*DIRECTIONS FOR THIS TASK:* Go through the entries below and say how many lines contain the string "curves"; write only that number.

*SOURCE RECORDS:*

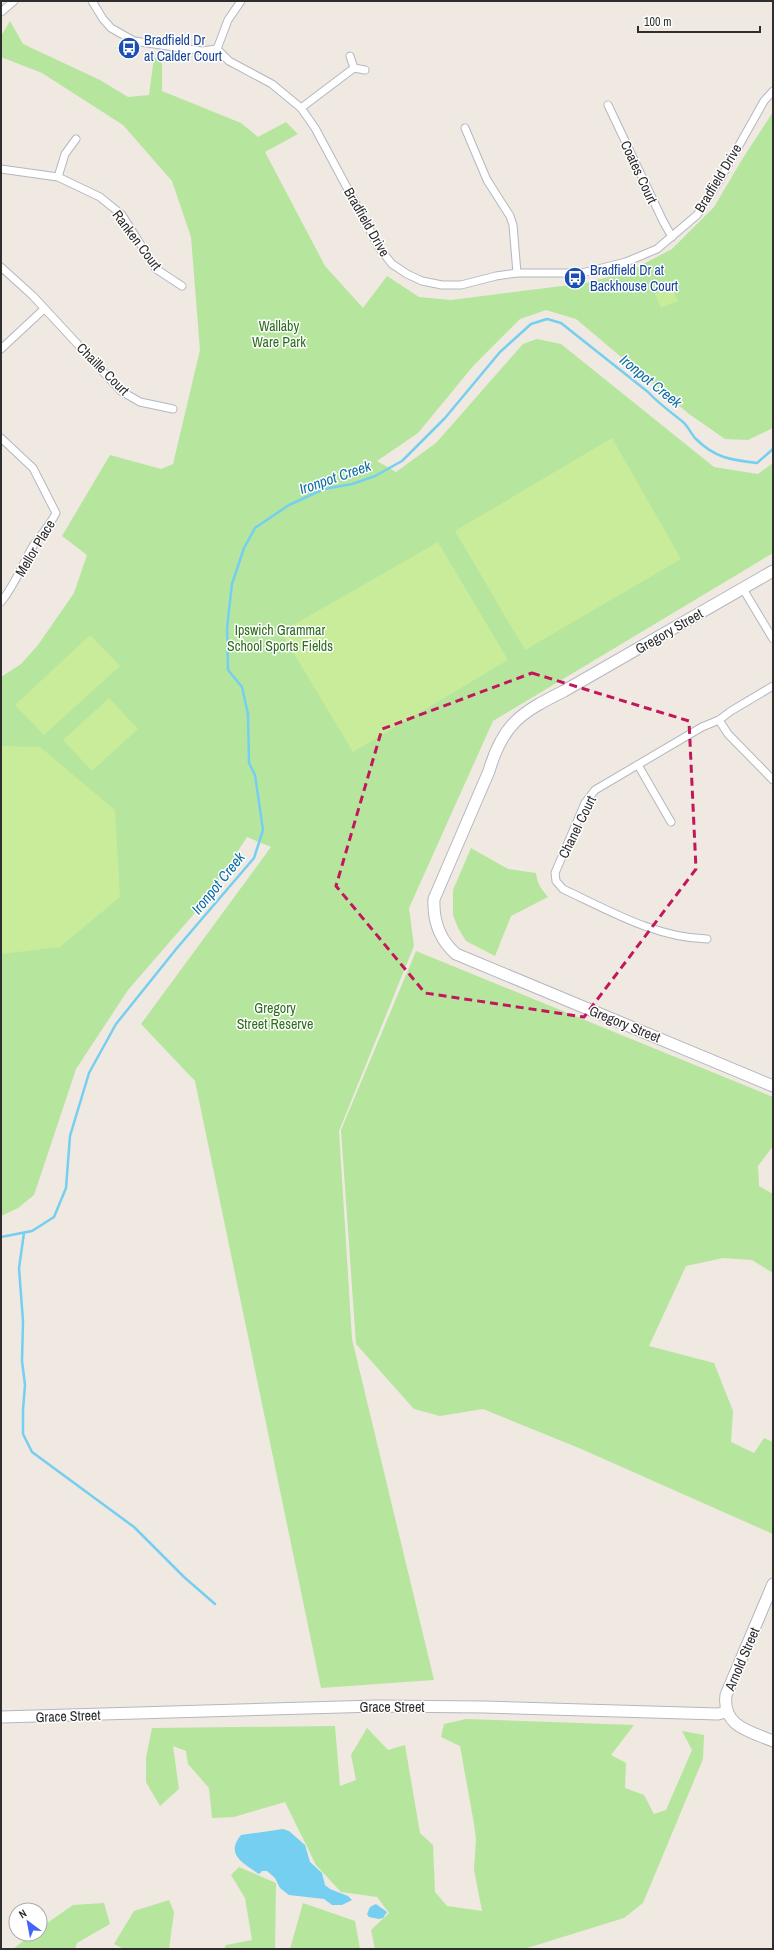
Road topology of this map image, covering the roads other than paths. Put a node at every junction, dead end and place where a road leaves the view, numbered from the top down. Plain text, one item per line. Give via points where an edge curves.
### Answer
1 (14, 1) edge
2 (92, 1) edge
3 (241, 1) edge
4 (1, 12) edge
5 (217, 49) junction
6 (350, 56) dead end
7 (354, 68) junction
8 (365, 70) dead end
9 (773, 91) edge
10 (608, 105) dead end
11 (301, 108) junction
12 (465, 128) dead end
13 (76, 140) dead end
14 (1, 169) edge
15 (58, 177) junction
16 (672, 237) junction
17 (1, 267) edge
18 (517, 273) junction
19 (182, 286) dead end
20 (44, 310) junction
21 (1, 349) edge
22 (173, 409) dead end
23 (1, 438) edge
24 (773, 571) edge
25 (744, 589) junction
26 (1, 602) edge
27 (773, 639) edge
28 (773, 686) edge
29 (719, 720) junction
30 (638, 764) junction
31 (773, 780) edge
32 (671, 822) dead end
33 (707, 939) dead end
34 (773, 1086) edge
35 (773, 1584) edge
36 (726, 1712) junction
37 (1, 1717) edge
38 (773, 1741) edge

1 - 4 street
2 - 5 street via 107,24 134,41 202,51
3 - 5 street via 228,20
5 - 11 street, Bradfield Drive via 229,61 272,84
6 - 7 street
7 - 8 street
7 - 11 street
9 - 16 street, Bradfield Drive via 764,101 697,215
10 - 16 street, Coates Court via 662,221
11 - 18 street, Bradfield Drive via 315,128 380,249 395,266 422,281 442,285 461,285
12 - 18 street via 487,180 510,216
13 - 15 street via 65,154
14 - 15 street, Ranken Court
15 - 19 street, Ranken Court via 100,197 122,215 156,269
16 - 18 street, Bradfield Drive via 657,249 626,262 582,274
17 - 20 street, Chaille Court via 33,296
20 - 21 street
20 - 22 street, Chaille Court via 121,391 140,402
23 - 26 street, Mellor Place via 33,468 56,513
24 - 25 main road, Gregory Street
25 - 27 street
25 - 34 main road, Gregory Street via 564,691 515,730 489,771 441,883 440,909 444,928 454,944 477,962
28 - 29 street, Chanel Court
29 - 30 street, Chanel Court
29 - 31 street via 728,734
30 - 32 street
30 - 33 street, Chanel Court via 600,787 587,799 555,873 556,881 562,889 635,922 686,939
35 - 36 main road, Arnold Street via 726,1694
36 - 37 main road, Grace Street via 718,1714 376,1706
36 - 38 main road via 743,1728

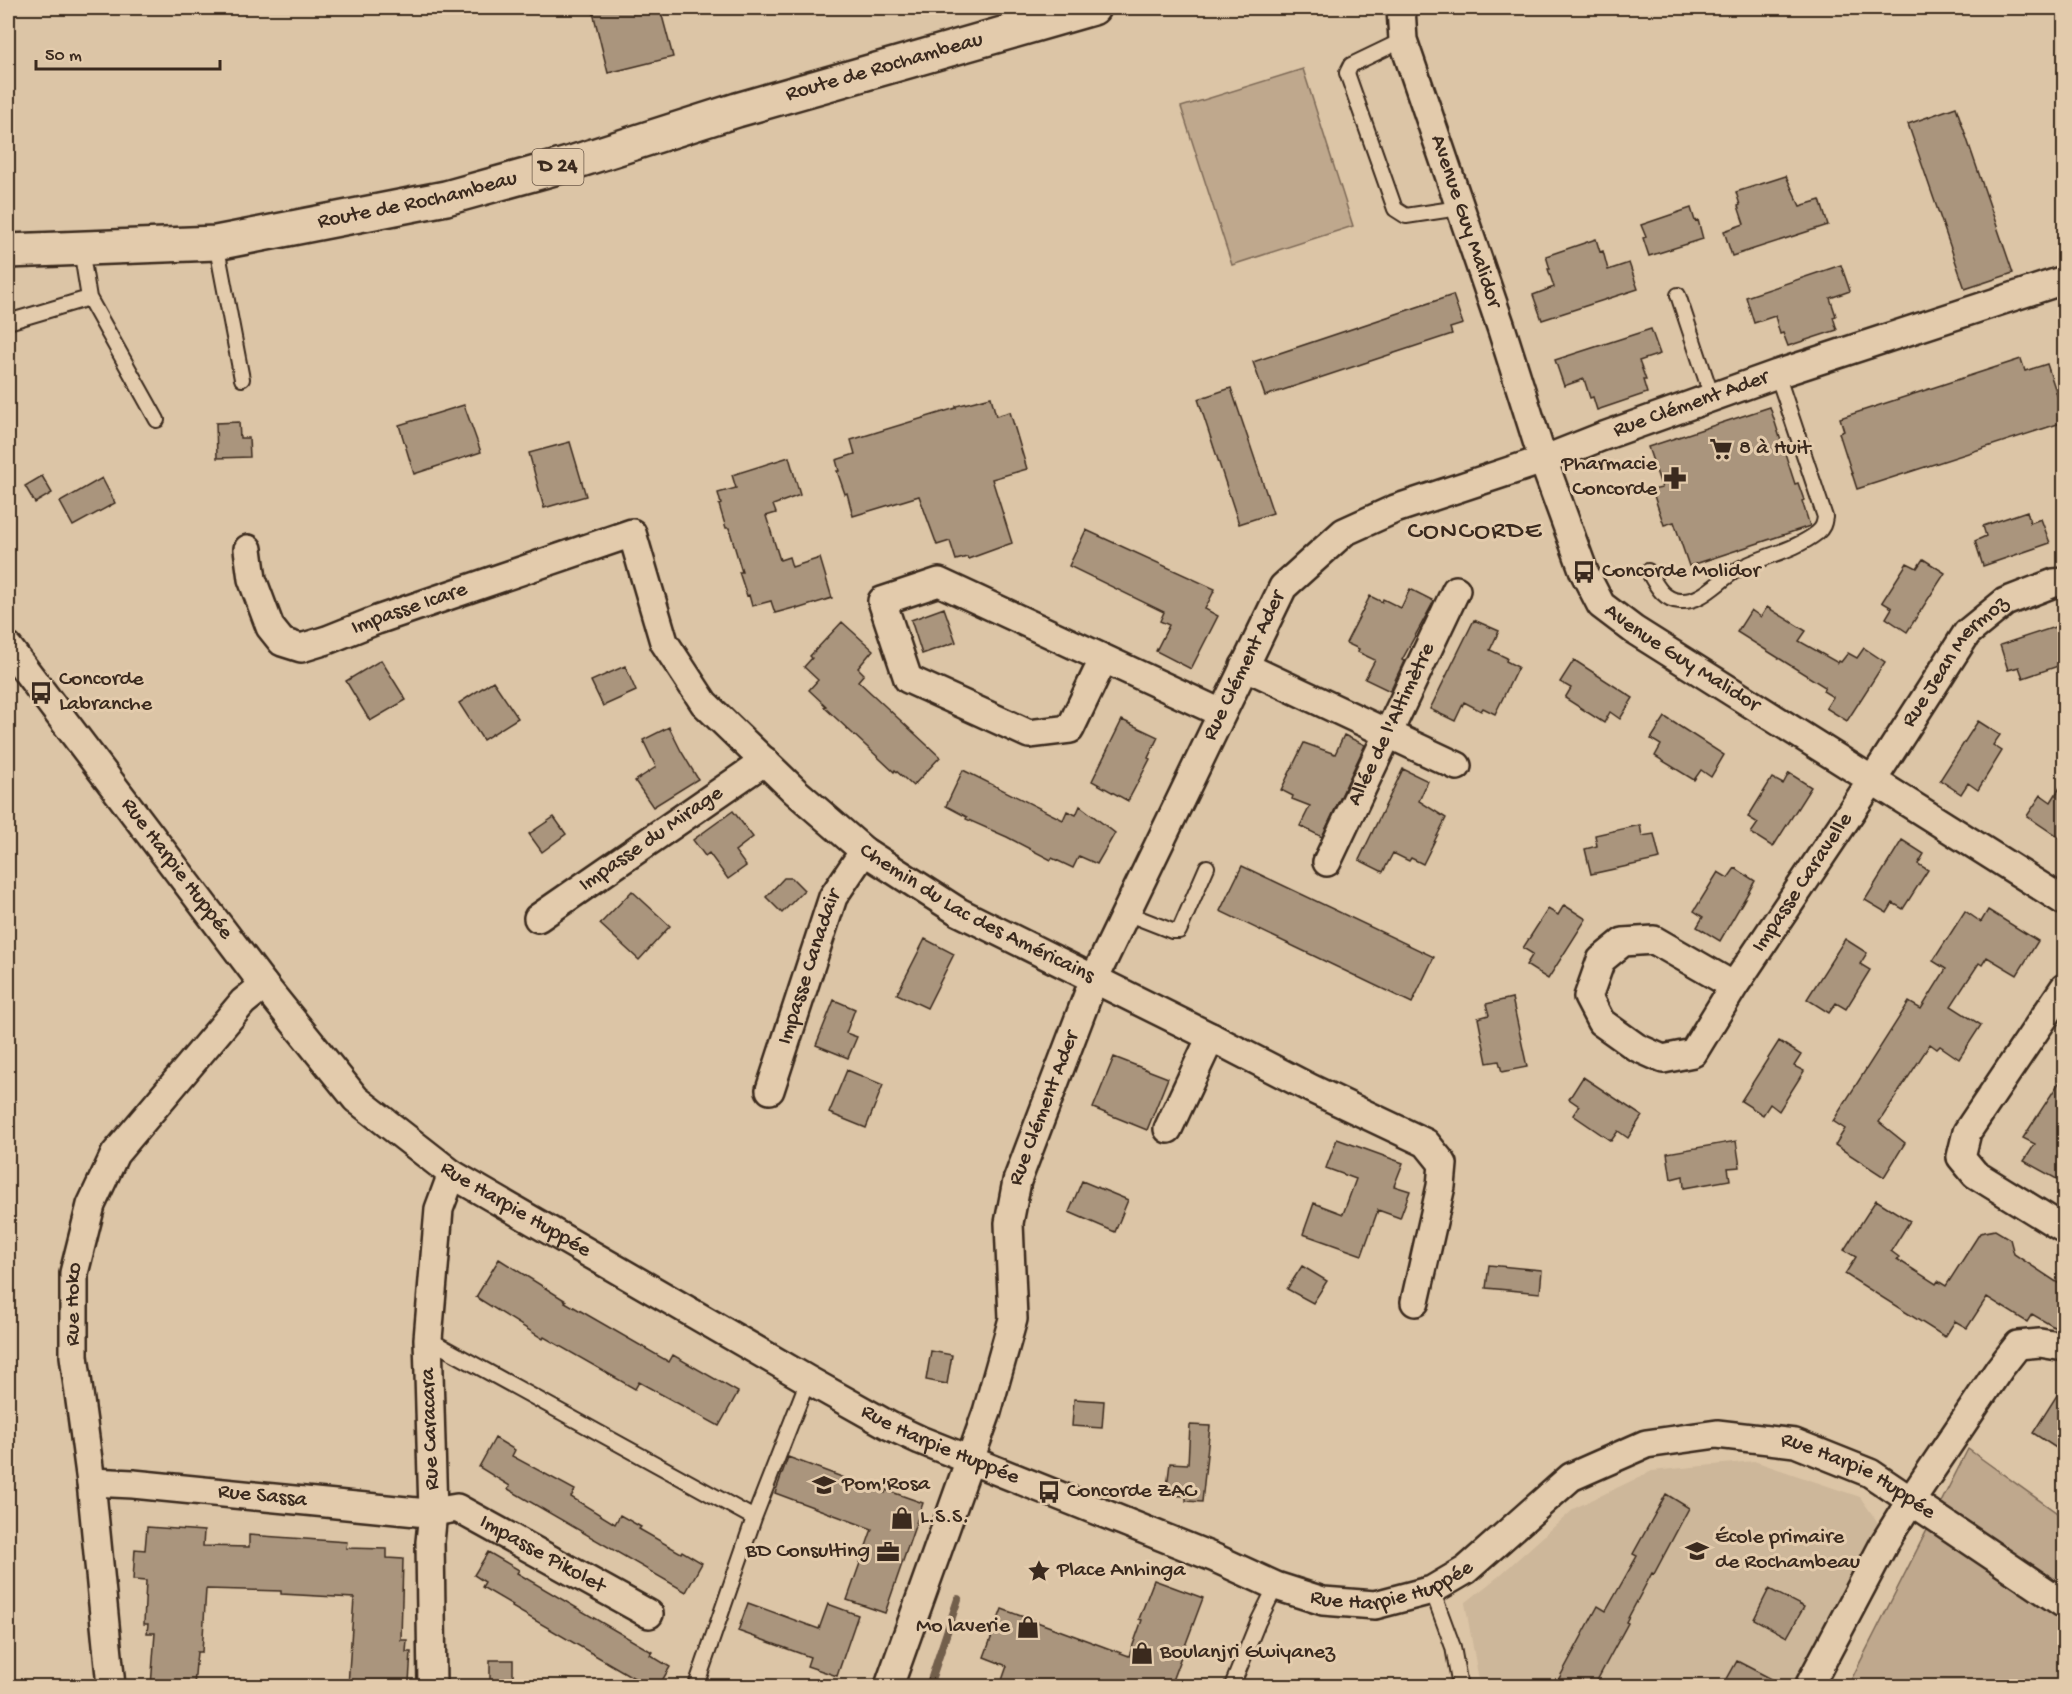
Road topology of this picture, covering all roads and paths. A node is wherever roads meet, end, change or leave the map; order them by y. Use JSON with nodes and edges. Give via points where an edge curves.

*RESULT FOR THIS TASK:* 2